Michael Campbell, one of New Zealand’s most celebrated sporting sons, is the undoubted star attraction of this week’s Blue Chip New Zealand Open as The European Tour touches down at the Gulf Harbour Country Club in Auckland.

The 36 year old Maori, who became a Kiwi sporting legend as soon as he holed the wining putt at the 2005 US Open Championship, returns to his homeland to play competitive golf for the first time since his landmark victories in the US Open and at the 2005 HSBC World Match Play Championship as he attempts to win his second Blue Chip New Zealand Open title, having won the event in the year 2000 en route to topping the Australasian Tour Order of Merit.

Now a co-sanctioned event between The European Tour and the Australasian Tour, the Blue Chip New Zealand Open boasts a prize fund of NZ$1,500,000, and sees former champion Campbell, and the Australian trio of past winners Peter Fowler (the 1993 champion), Peter O’Malley (1995) and Terry Price (2004) returning to New Zealand to try and win the competition for the second time.

Campbell is delighted that his home country’s national Open Championship is back on the international stage with a strong title sponsor in the shape of Blue Chip and a high class field that not only includes four former champions, but also features 18 European Tour champions.

“I’m really looking forward to playing in the Blue Chip New Zealand Open and it’s great that a company like Blue Chip Financial Solutions is supporting the event, and the game of golf throughout New Zealand,” said Campbell.
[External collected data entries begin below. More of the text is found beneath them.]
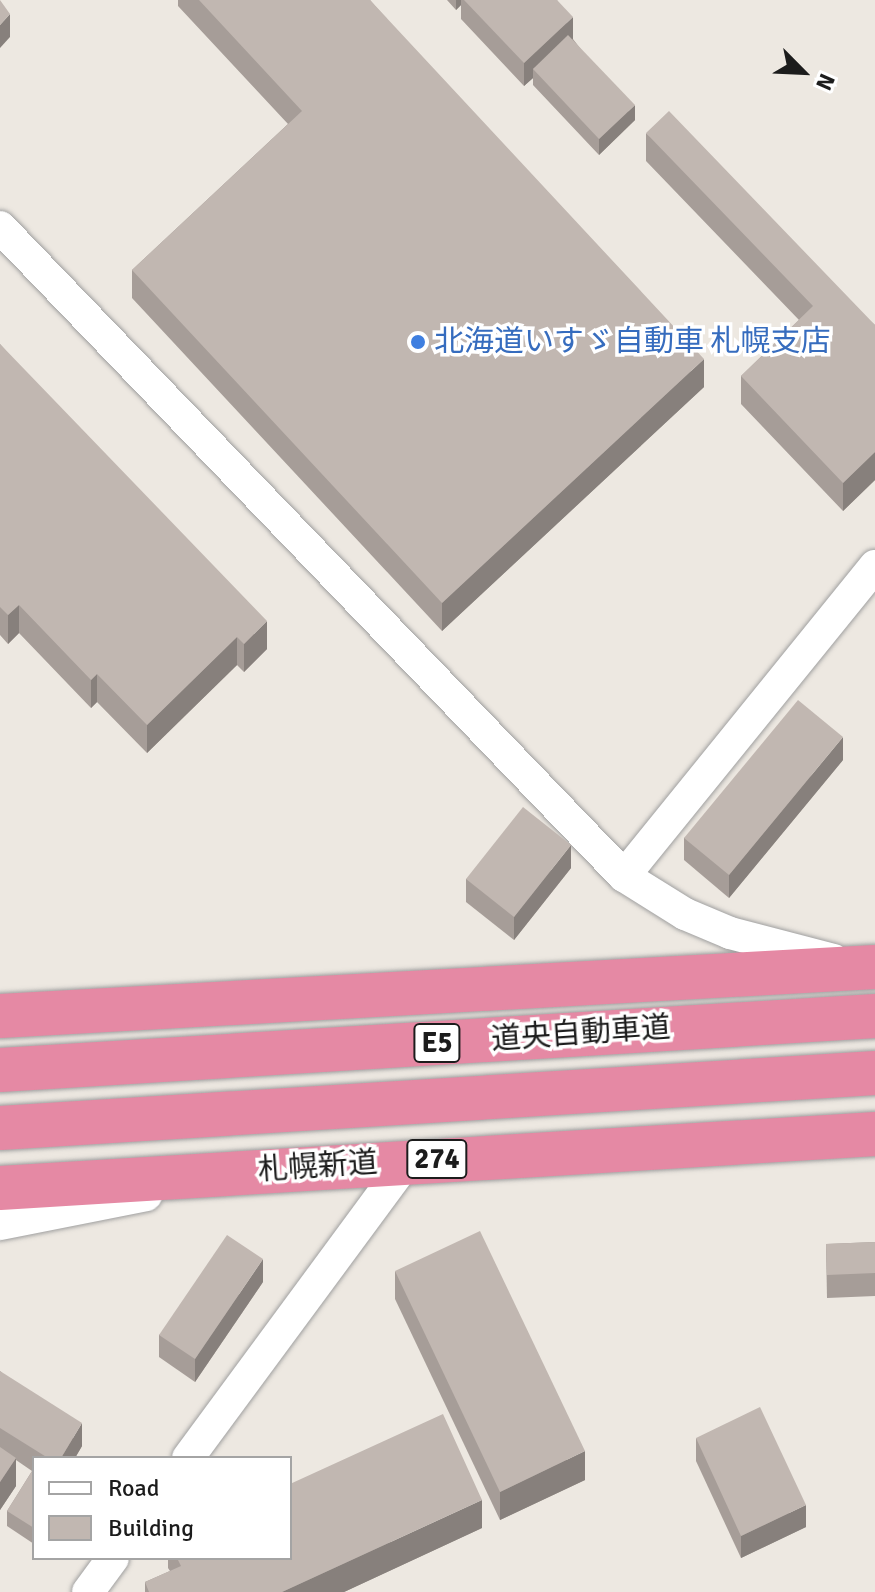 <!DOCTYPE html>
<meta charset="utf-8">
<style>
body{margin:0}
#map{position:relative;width:875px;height:1592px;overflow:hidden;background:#ede8e1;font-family:Signika,"Noto Sans JP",sans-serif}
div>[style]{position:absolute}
.roads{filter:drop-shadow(0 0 2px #a0a0a0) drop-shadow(0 0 2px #a0a0a0)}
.minor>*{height:32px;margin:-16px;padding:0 16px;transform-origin:16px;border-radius:16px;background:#fff}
.highway>*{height:44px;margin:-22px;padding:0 22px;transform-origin:22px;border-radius:22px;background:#e589a4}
.wall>*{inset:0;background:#a69d98}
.shaded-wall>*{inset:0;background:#87807c}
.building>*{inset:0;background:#c1b7b1}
.dots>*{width:22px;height:22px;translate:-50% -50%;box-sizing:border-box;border:4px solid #fff;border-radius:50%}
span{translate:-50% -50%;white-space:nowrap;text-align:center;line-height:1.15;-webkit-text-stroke:7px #fff;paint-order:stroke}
.shield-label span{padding:2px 6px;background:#fff;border:2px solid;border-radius:6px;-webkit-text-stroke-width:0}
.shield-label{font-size:28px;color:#1c1c1c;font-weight:700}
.shop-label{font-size:30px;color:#366cbe}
.left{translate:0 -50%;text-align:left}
.street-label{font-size:30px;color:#1c1c1c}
.legend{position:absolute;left:32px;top:1456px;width:260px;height:104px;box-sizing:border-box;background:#fff;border:2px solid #a4a4a4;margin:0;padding:10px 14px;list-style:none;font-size:24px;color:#1c1c1c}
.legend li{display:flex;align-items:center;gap:16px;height:40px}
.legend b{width:40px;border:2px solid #a4a4a4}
.north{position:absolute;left:763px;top:32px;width:80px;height:80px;-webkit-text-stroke:6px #fff;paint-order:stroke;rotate:114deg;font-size:22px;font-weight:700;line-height:32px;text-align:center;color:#1c1c1c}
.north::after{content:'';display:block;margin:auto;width:28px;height:36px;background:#1c1c1c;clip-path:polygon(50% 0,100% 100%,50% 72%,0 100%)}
</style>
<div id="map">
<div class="roads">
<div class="minor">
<div style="left:0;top:227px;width:900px;rotate:46.13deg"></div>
<div style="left:624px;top:876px;width:72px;rotate:31.9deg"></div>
<div style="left:685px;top:914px;width:49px;rotate:22.9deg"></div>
<div style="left:730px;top:933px;width:107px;rotate:14.6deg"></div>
<div style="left:624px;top:876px;width:399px;rotate:-51deg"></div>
<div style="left:0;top:1224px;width:149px;rotate:-11.2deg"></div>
<div style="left:188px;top:1458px;width:370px;rotate:-53.6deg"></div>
<div style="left:88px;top:1592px;width:42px;rotate:-53.7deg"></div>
</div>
<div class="highway">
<div style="left:0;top:1016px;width:876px;rotate:-3.21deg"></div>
<div style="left:0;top:1070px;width:877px;rotate:-3.53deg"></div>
<div style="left:0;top:1128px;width:877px;rotate:-3.6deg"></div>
<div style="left:0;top:1188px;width:877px;rotate:-3.53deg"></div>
</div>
</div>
<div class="wall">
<div style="clip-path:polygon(178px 0,370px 0,704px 387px,442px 631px,132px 298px,132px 270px,288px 124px,178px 6px)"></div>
<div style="clip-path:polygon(447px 0,557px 0,573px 39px,635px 120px,599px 155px,533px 85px,533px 78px,524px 86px,461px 19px,461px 5px,456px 10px)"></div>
<div style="clip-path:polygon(646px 133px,875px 325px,875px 480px,843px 511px,741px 404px,741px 376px,799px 320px,646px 161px)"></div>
<div style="clip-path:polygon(0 344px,267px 649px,244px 672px,237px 665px,147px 753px,97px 702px,91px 708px,19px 633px,8px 644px,0 635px)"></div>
<div style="clip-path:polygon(843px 760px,729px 898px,684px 860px,684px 838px)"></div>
<div style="clip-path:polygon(571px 868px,514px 940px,466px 902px,466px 879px)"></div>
<div style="clip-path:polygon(875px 1242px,875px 1296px,827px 1298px,826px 1244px)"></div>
<div style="clip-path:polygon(395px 1271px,585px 1480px,500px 1520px,395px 1299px)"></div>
<div style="clip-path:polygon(263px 1282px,195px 1382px,159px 1357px,159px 1335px)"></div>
<div style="clip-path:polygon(0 1371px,82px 1446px,75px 1458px,34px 1458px,34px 1544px,7px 1526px,7px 1511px,32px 1471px,16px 1460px,16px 1486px,0 1510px)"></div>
<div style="clip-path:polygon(696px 1438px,806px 1527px,741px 1558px,696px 1461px)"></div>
<div style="clip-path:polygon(482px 1528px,344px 1592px,145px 1592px,145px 1582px,170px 1571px,168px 1568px,168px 1558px,290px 1558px)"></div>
</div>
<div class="shaded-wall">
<div style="clip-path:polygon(456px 0,461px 0,461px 5px,456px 10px)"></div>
<div style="clip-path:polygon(10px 14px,10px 37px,0 48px,0 25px)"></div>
<div style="clip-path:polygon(573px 17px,573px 39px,533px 69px,533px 78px,524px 86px,524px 63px)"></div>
<div style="clip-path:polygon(635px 105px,635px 120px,599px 155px,599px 139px)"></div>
<div style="clip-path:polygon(704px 359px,704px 387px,442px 631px,442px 603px)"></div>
<div style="clip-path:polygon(875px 452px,875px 480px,843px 511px,843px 483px)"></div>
<div style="clip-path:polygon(19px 605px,19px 633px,8px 644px,8px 615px)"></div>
<div style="clip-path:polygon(267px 621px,267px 649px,244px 672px,244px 644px)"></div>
<div style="clip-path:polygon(237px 637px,237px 665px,147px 753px,147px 725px)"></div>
<div style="clip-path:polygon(97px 674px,97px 702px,91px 708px,91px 680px)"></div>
<div style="clip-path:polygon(843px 737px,843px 760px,729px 898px,729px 875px)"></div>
<div style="clip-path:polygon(571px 845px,571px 868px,514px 940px,514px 917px)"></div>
<div style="clip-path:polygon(263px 1259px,263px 1282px,195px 1382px,195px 1359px)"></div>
<div style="clip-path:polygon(82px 1423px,82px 1446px,75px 1458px,61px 1458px)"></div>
<div style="clip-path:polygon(585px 1451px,585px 1480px,500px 1520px,500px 1492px)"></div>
<div style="clip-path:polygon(16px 1458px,16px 1486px,0 1510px,0 1482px)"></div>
<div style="clip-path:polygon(482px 1500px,482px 1528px,344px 1592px,282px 1592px)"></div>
<div style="clip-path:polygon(806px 1505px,806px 1527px,741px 1558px,741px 1536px)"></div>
</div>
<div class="building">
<div style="clip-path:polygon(0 0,10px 14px,0 25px)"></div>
<div style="clip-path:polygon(199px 0,370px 0,704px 359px,442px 603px,132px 270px,302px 111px)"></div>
<div style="clip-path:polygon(464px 0,557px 0,573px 17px,524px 63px)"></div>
<div style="clip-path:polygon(568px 35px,635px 105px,599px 139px,533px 69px)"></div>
<div style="clip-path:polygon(669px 111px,875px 325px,875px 452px,843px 483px,741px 376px,813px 306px,646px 133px)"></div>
<div style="clip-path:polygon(0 344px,267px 621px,244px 644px,237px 637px,147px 725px,97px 674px,91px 680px,19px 605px,8px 615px,0 607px)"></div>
<div style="clip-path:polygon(798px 700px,843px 737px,729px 875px,684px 838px)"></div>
<div style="clip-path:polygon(523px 807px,571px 845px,514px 917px,466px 879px)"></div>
<div style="clip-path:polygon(480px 1231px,585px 1451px,500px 1492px,395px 1271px)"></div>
<div style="clip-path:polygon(227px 1235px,263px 1259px,195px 1359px,159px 1335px)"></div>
<div style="clip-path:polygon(875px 1242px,875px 1273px,827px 1275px,826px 1244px)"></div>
<div style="clip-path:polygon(0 1371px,82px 1423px,61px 1458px,48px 1458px,0 1428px)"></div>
<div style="clip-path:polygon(760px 1407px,806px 1505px,741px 1536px,696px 1438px)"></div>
<div style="clip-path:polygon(443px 1414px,482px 1500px,282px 1592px,149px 1592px,145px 1582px,181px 1566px,177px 1558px,290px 1558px,290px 1484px)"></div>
<div style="clip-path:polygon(0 1447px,16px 1458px,0 1482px)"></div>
<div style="clip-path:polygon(34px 1468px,34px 1528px,7px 1511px)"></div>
</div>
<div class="dots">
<div style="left:418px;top:342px;background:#3f7fe0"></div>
</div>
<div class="shield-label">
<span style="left:437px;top:1043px">E5</span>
<span style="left:437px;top:1159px">274</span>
</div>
<div class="shop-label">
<span class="left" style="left:434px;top:342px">北海道いすゞ自動車 札幌支店</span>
</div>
<div class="street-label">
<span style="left:581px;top:1034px;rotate:-4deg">道央自動車道</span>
<span style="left:318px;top:1167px;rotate:-4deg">札幌新道</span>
</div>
<ul class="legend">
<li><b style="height:10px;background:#fff"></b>Road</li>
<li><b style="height:22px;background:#c1b7b1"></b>Building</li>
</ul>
<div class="north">N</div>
</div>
“This year’s Blue Chip New Zealand Open will be special also as it will be my first competitive tournament in New Zealand since my wins at the US Open Championship and the HSBC World Match Play Championship last year.

“It’s very important, not only to me personally, but to the whole country, to have such an important event as the Blue Chip New Zealand Open on the sporting calendar, and Blue Chip are to be congratulated for coming onboard, and supporting this event, and the game of golf throughout New Zealand.”

While Campbell and company are providing the star studded line up thanks to the outstanding support of Blue Chip, the Gulf Harbour Country Club, designed by Robert Trent Jones Jr in 1997, offers the perfect stage for such a prestigious event.

Gulf Harbour hosted the 2005 Blue Chip New Zealand Open, won by Sweden’s Niclas Fasth, as well as the World Cup in 1998, which was won by the England side of David Carter and Nick Faldo.